裸のままの2冊の文庫本を手にしているだけだ。

「…いえ。レシートは、持っていません」
「いつごろ、お買い求めになりましたか?」
「はぁ? ついさっきです。あのぉ、10分ほど前かな…」
僕がそう答えると、お姉さんは、本を売った際に、本から抜き取るしおり状の売り上げカードが詰め込まれている箱を手元に引き寄せて、僕が買った本のカードを探しかけた。そして、僕に尋ねた。
「え~っと、その本の題名は何と言うのでしょうか?」
お姉さんにそう聞かれて、僕は答えに窮した。
「あ…、題…ですよね。題…。はぁぁ…」

僕は本の表紙をチラッと見て、仕方なくその題名を口にした。

「題名はね、えぇ~『 冗談は顔だけで十分です 』っていうんです」

…それが、僕が買った綾小路きみまろの本の題名だった。

「は?」
「いえ、あのぉ、題は『 冗談は顔だけで十分です 』」
一瞬、お姉さんの顔が引きつったように見えた…のは気のせいか。

「それが、…それが、あのぉ、本の題名なんですね? わかりました」
レジのお姉さんは、売り上げカードを繰り始めた。
「ええっと、冗談は顔だけ…冗談は顔だけ…冗談…冗談…と」
とお姉さんは独り言を言いながら、どんどん繰って行く。
僕の後ろに、若い女性客が並んでいた。
うぅぅぅ…。恥ずかしい~。

じぃ~っとレジのお姉さんの指先をみつめる僕。
…が、なかなかそのカードが出てこないようだった。
「おかしいですねぇ…。ちょっとその本を見せてくださいませんか?」
そう言って、お姉さんは僕の本を手に取り、表紙を確かめた。

「あ、題名が違いますね」
「えっ、間違っていましたか? 『冗談は顔だけで…』 では…」
「えぇ、違ってました。

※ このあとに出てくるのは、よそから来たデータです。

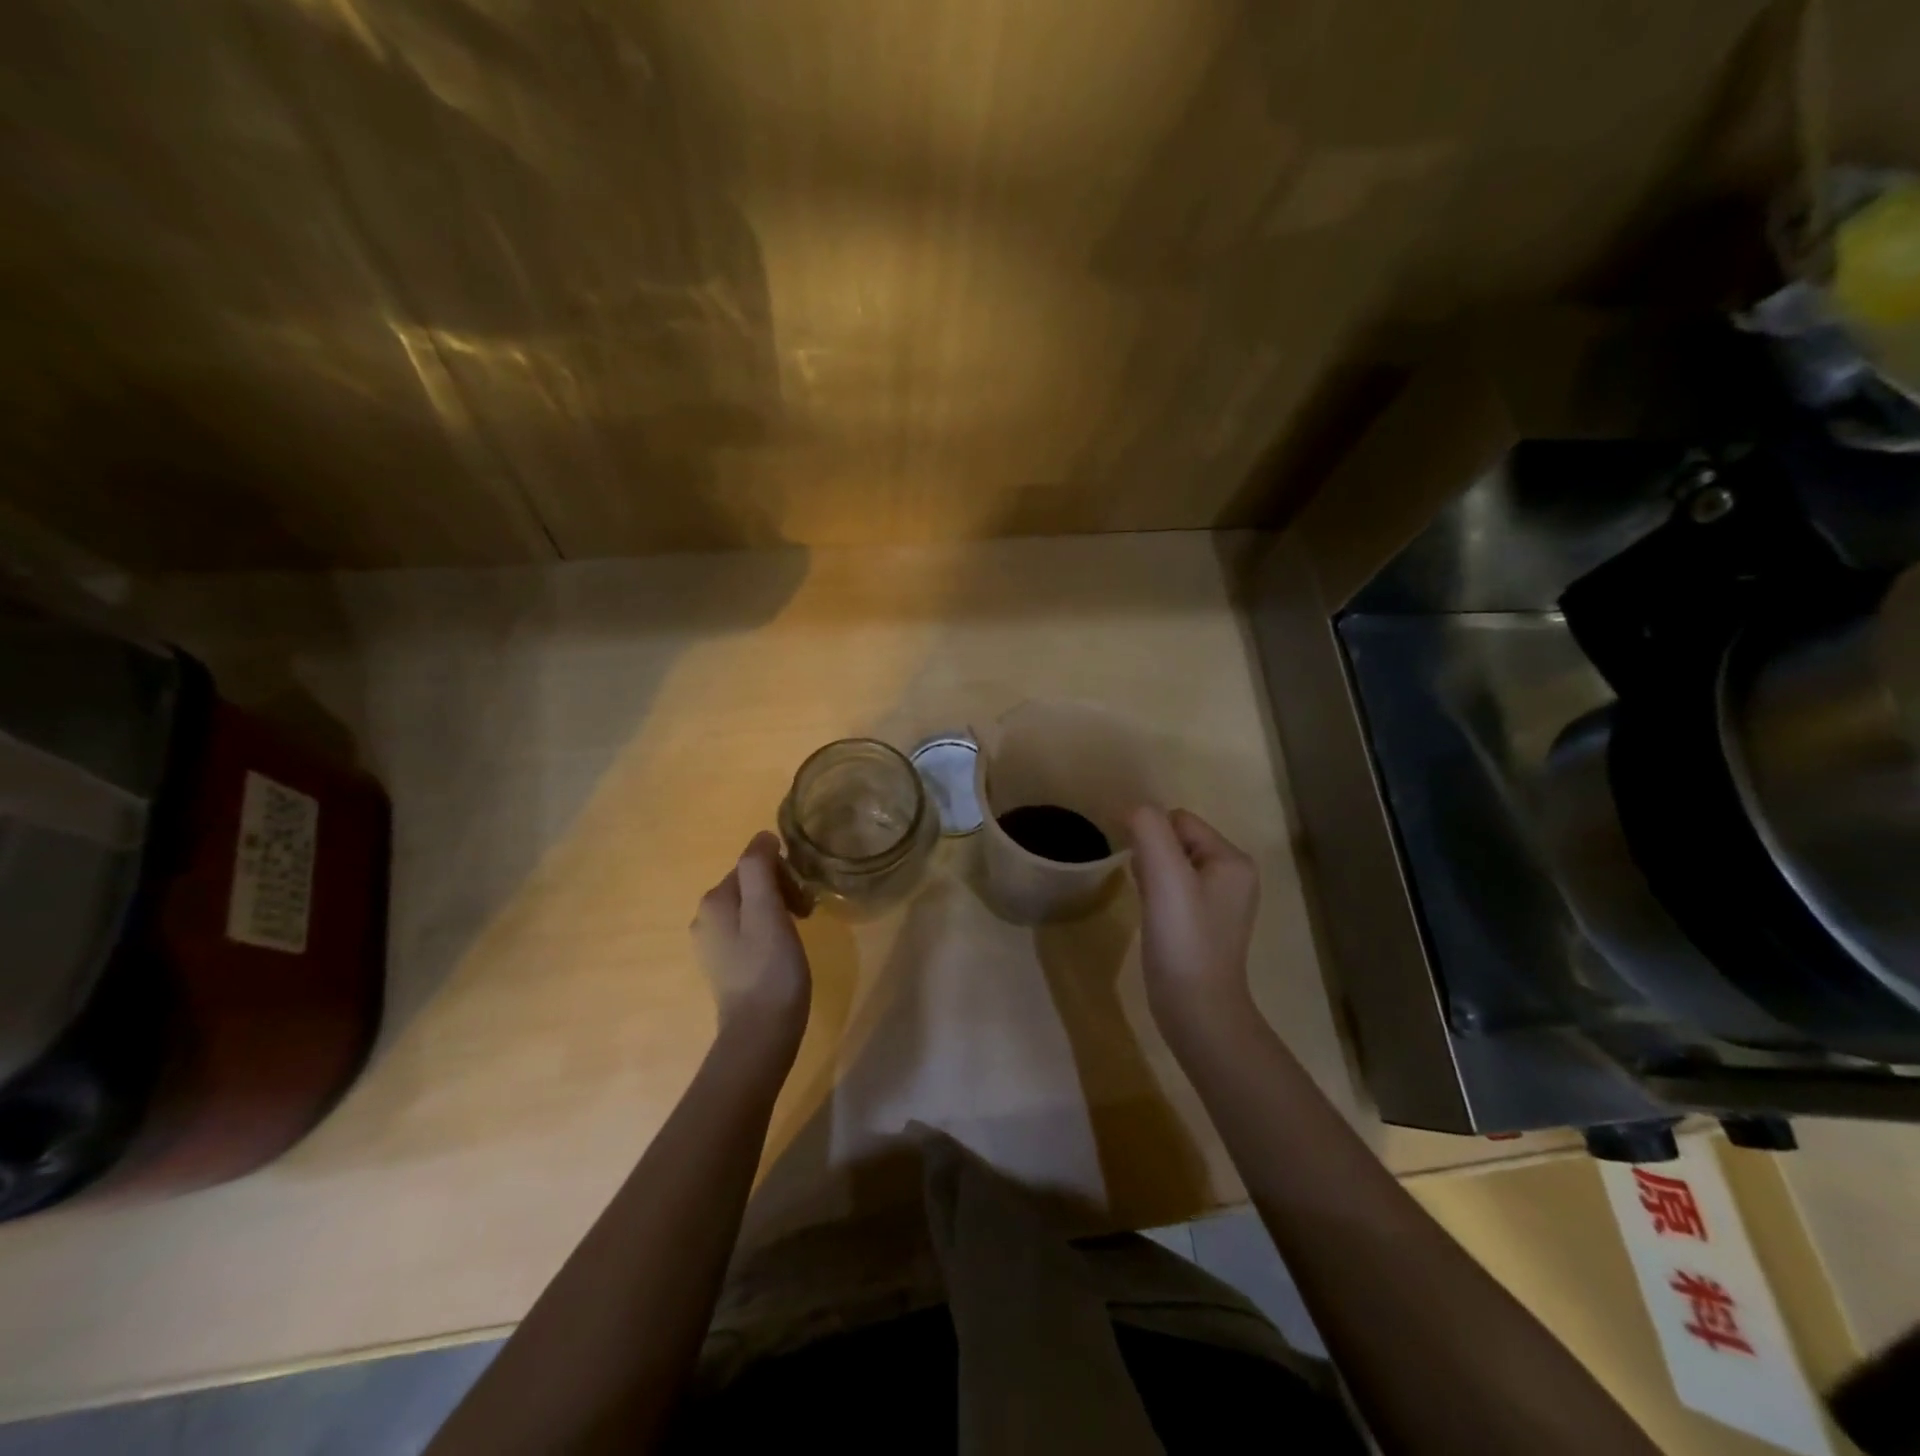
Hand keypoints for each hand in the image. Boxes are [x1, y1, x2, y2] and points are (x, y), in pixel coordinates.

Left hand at [692, 832, 813, 1048]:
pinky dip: (770, 931)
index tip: (804, 898)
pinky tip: (784, 951)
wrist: (760, 1033)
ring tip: (800, 933)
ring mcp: (712, 944)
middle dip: (782, 890)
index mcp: (714, 900)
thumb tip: (762, 837)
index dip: (784, 874)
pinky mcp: (725, 965)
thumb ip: (759, 868)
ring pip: (752, 907)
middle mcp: (705, 918)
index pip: (753, 864)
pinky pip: (749, 931)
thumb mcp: (767, 910)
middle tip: (807, 914)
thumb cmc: (770, 968)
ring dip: (779, 910)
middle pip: (751, 884)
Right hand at [1128, 807, 1259, 1036]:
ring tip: (1150, 906)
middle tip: (1148, 891)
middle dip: (1152, 856)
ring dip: (1153, 876)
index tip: (1139, 867)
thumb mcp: (1164, 876)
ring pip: (1173, 865)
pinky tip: (1153, 918)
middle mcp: (1233, 876)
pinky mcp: (1204, 924)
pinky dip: (1157, 896)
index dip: (1151, 836)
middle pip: (1177, 840)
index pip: (1180, 820)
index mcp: (1232, 860)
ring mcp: (1220, 902)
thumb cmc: (1183, 939)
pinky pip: (1174, 890)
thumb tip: (1134, 810)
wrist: (1197, 1010)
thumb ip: (1149, 830)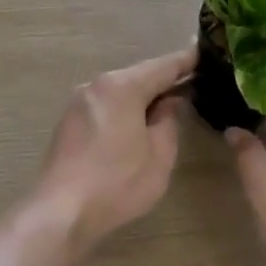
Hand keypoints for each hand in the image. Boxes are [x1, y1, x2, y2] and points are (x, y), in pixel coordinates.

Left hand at [36, 45, 196, 249]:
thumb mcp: (159, 154)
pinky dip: (123, 110)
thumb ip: (168, 121)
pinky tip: (134, 126)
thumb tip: (170, 102)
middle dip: (163, 81)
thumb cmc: (118, 183)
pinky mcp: (67, 123)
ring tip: (165, 106)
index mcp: (122, 87)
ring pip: (119, 92)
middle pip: (138, 76)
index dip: (186, 61)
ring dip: (141, 97)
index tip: (205, 52)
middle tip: (190, 84)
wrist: (60, 213)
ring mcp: (77, 103)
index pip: (162, 66)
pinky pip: (104, 107)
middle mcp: (96, 85)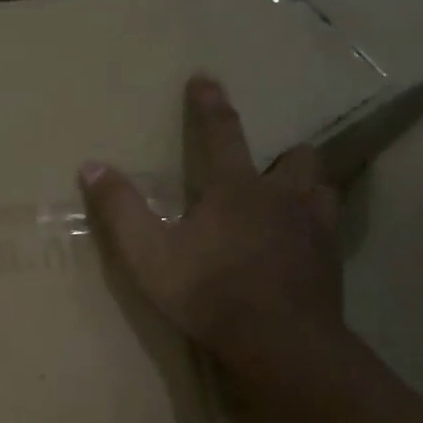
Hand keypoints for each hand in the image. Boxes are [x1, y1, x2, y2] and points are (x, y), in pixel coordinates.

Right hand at [79, 74, 347, 382]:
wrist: (280, 343)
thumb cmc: (209, 293)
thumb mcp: (149, 255)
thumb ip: (120, 210)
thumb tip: (91, 166)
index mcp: (236, 189)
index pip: (222, 133)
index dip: (210, 105)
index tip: (205, 79)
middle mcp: (282, 198)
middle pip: (297, 157)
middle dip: (282, 154)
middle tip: (266, 167)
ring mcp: (315, 229)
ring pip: (323, 190)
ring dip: (306, 189)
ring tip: (289, 203)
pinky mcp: (331, 262)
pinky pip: (330, 231)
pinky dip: (315, 229)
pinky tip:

題は『失敗は顔だけで十分です』 です」

「……」 

「……」

(一瞬、僕とお姉さんは、目と目が合い、お互いに固まった)

「あ。冗談は顔だけ…ではなく、失敗は顔だけ…でしたか? あははは」
顔をこわばらせながら、笑ってごまかす僕であった。

後ろに並んでいた女性客が、クスッと小さく笑い声を上げた。

あぁ、恥ずかしいことばかりの人生です。

 

 

   

  

  結局、もう1冊を 左側の本に 替えてもらった。